Libertarianz leader Dr Richard McGrath ransacks the newspapers again for stories on issues affecting our freedom. This week: Creech, credit cards and Christ-deniers.
- Atheists claim bias over rejection of ‘No God’ ads – NZ Bus (which appears to be what was Stagecoach, now owned by Infratil) has rejected an offer by a group calling itself NZ Atheist Bus Campaign to run God-denying ads on the sides of its buses. The NZ Atheist Bus Campaign is now contemplating legal action against the bus company, calling the rejection “discriminatory”. And you know what? They’re dead right. It is discriminatory.
These days the term ‘discriminatory’ has gathered such negative associations that it is often used as an insult or an accusation. In fact, to discriminate literally means to distinguish or differentiate; in this case, the bus company has made a distinction between advertising it wants to run on its vehicles and advertising it chooses not to feature .
As owners of the buses, NZ Bus has the perfect right to reject any or all advertising on its buses. The issue here is not only one of property rights; it involves understanding what freedom of speech entails. Freedom of speech does not mean a person can demand a microphone, a loudhailer or the side of a bus from someone else who owns it in order to propagate their beliefs (or in this case, lack of belief). The NZ Atheist Bus Campaign simply needs to find a billboard somewhere else, and to drop any thoughts of legal action against those who own the buses.
They need to realise that others are under no obligation to run their ads.
- Creech wrong for water review, say Greens – Greens leader Russel Norman says former Nat deputy PM Wyatt Creech has too much of a conflict of interest in leading a review of water management in Canterbury. And Mr Norman certainly has a point, with Mr Creech being a director of a dairy company. A “polluting” dairy company.
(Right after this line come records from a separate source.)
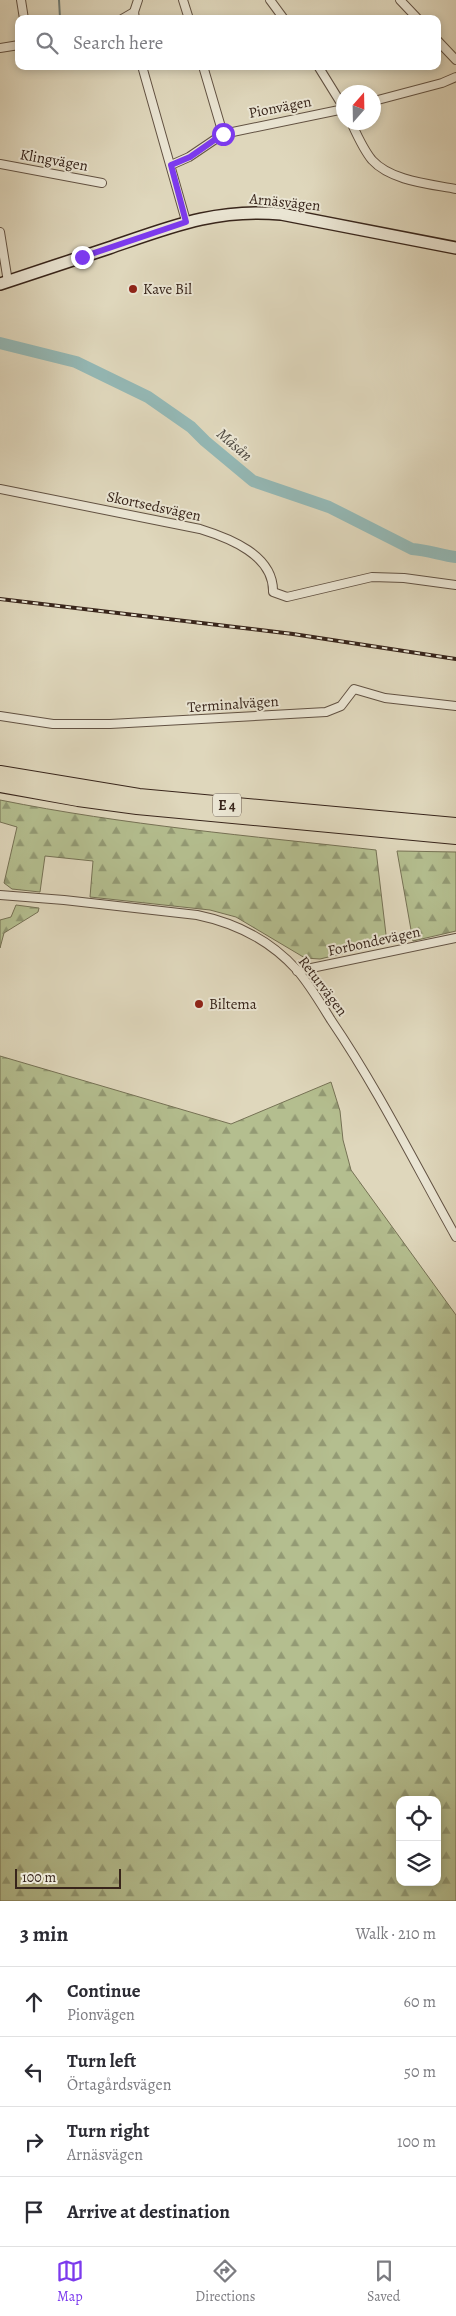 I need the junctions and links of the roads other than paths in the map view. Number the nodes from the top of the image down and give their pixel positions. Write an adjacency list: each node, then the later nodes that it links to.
1 (21, 0): 6 (street)
2 (138, 0): 7 (street)
3 (183, 0): 8 (street)
4 (270, 0): 9 (street)
5 (400, 0): 10 (street)
6 (23, 15)
7 (135, 15)
8 (188, 15)
9 (281, 15)
10 (414, 15)
11 (441, 44): 14 (street)
12 (15, 46): 13 (street)
13 (0, 48)
14 (456, 60)
15 (143, 70): 25 (street)
16 (204, 70): 23 (street)
17 (321, 70): 19 (street)
18 (456, 77): 20 (street)
19 (336, 94)
20 (381, 100)
21 (336, 111): 23 (street, Pionvägen)
22 (356, 130): 27 (street)
23 (223, 134): 25 (street, Pionvägen)
24 (0, 164): 26 (street, Klingvägen)
25 (171, 165): 28 (street)
26 (102, 182)
27 (456, 189)
28 (186, 222): 30 (street, Arnäsvägen); 31 (street, Arnäsvägen)
29 (0, 232): 31 (street)
30 (456, 248)
31 (4, 283)
32 (0, 488): 33 (street, Skortsedsvägen)
33 (456, 585)
34 (456, 706): 35 (street, Terminalvägen)
35 (0, 716)
36 (0, 773): 38 (highway, E 4)
37 (0, 785): 39 (highway, E 4)
38 (456, 825)
39 (456, 837)
40 (0, 895): 42 (street, Returvägen)
41 (456, 938): 42 (street, Forbondevägen)
42 (297, 970): 43 (street, Returvägen)
43 (456, 1237)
Just as Mr Norman must consider himself a “polluting” human. I wonder if he purchases carbon credit for the CO2 he emits every time he exhales, a gas that the green lobby keeps telling us is “poisonous”. Except to plant life, that is.
Anyway, Mr Creech and his review team recommended replacing Environment Canterbury with a team of commissioners. Environment Canterbury is another regional council monopoly, with responsibility for such things as monitoring pollution, irrigation schemes, local parks and enforcing the Resource Management Act. Unfortunately governments have a poor track record at preserving the environment in the command-and-control fashion prescribed under that piece of legislation, the prime examples being the 1986 accident at the Chernobyl nuclear power plant in the Ukrainian Socialist Soviet Republic, and the degradation of large areas of East Germany through neglect and pollution by the governing Socialist Unity Party, unchecked by any possible recourse to property rights by the citizenry.
I say well done, Mr Creech. Many of the functions of Environment Canterbury would be rendered redundant if people were held accountable for their actions and could more easily pursue claims for damages. If people were permitted to use their land for productive purposes, as long as they were not harming others the government should take no interest – hence the Resource Management Act could be abolished, with recourse to common law precedent in settling disputes.
The legal system needs to be made cheaper and easier so that justice is not delayed (and thereby denied). Such things as irrigation schemes should be managed by mutual consent between neighbouring properties, not the nightmare of eminent domain. The educational activities of Environment Canterbury could be privatized and run by those with an interest in preserving clean air and waterways, funded voluntarily.
All these layers of state bureaucracy – national, regional and local government – must be coercively bankrolled through taxation.
The Libertarianz Party believes there has to be a better way for people to interact – in peaceful co-existence, not with government seizing an ever-increasing fraction of our earnings to build empires of bureaucrats who might mean well, but who stifle productivity and frustrate those who genuinely want to achieve and succeed with the limited resources at their disposal.
- Ministers sorry for credit card spending – Sorry?! Don’t make me laugh!! Three senior cabinet ministers have proven themselves unable to adhere to the strict guidelines for use of the taxpayer-funded credit card. These same people are part of a government that oversees a multi-billion dollar budget. Do you trust them to be able to control their spending urges with this money? Do you trust them to be able to live within their means, or will they rack up further deficits, to be paid for by our children and grand-children?
But what can you expect from a generation whose main economic influences were Karl Marx and John Maynard Keynes? When you are told incessantly that spending money you don’t have is a recipe for prosperity-- as in Greece -- as in other soon-to-be-revealed European basketcase economies -- as in the United States –– then after a while you start to believe it.
It’s so easy, and great fun, spending other people’s money. And if the coffers are running low, just bump up the rate of GST! Fifteen percent is for wimps. Roll on twenty! Hell, the Tories in Britain are planning to do just that.
The credit-card spending of these specimens is just an example in microcosm of their attitude to spending in macrocosm.
When the people fear the government, there is tyranny - when the government fear the people, there is liberty.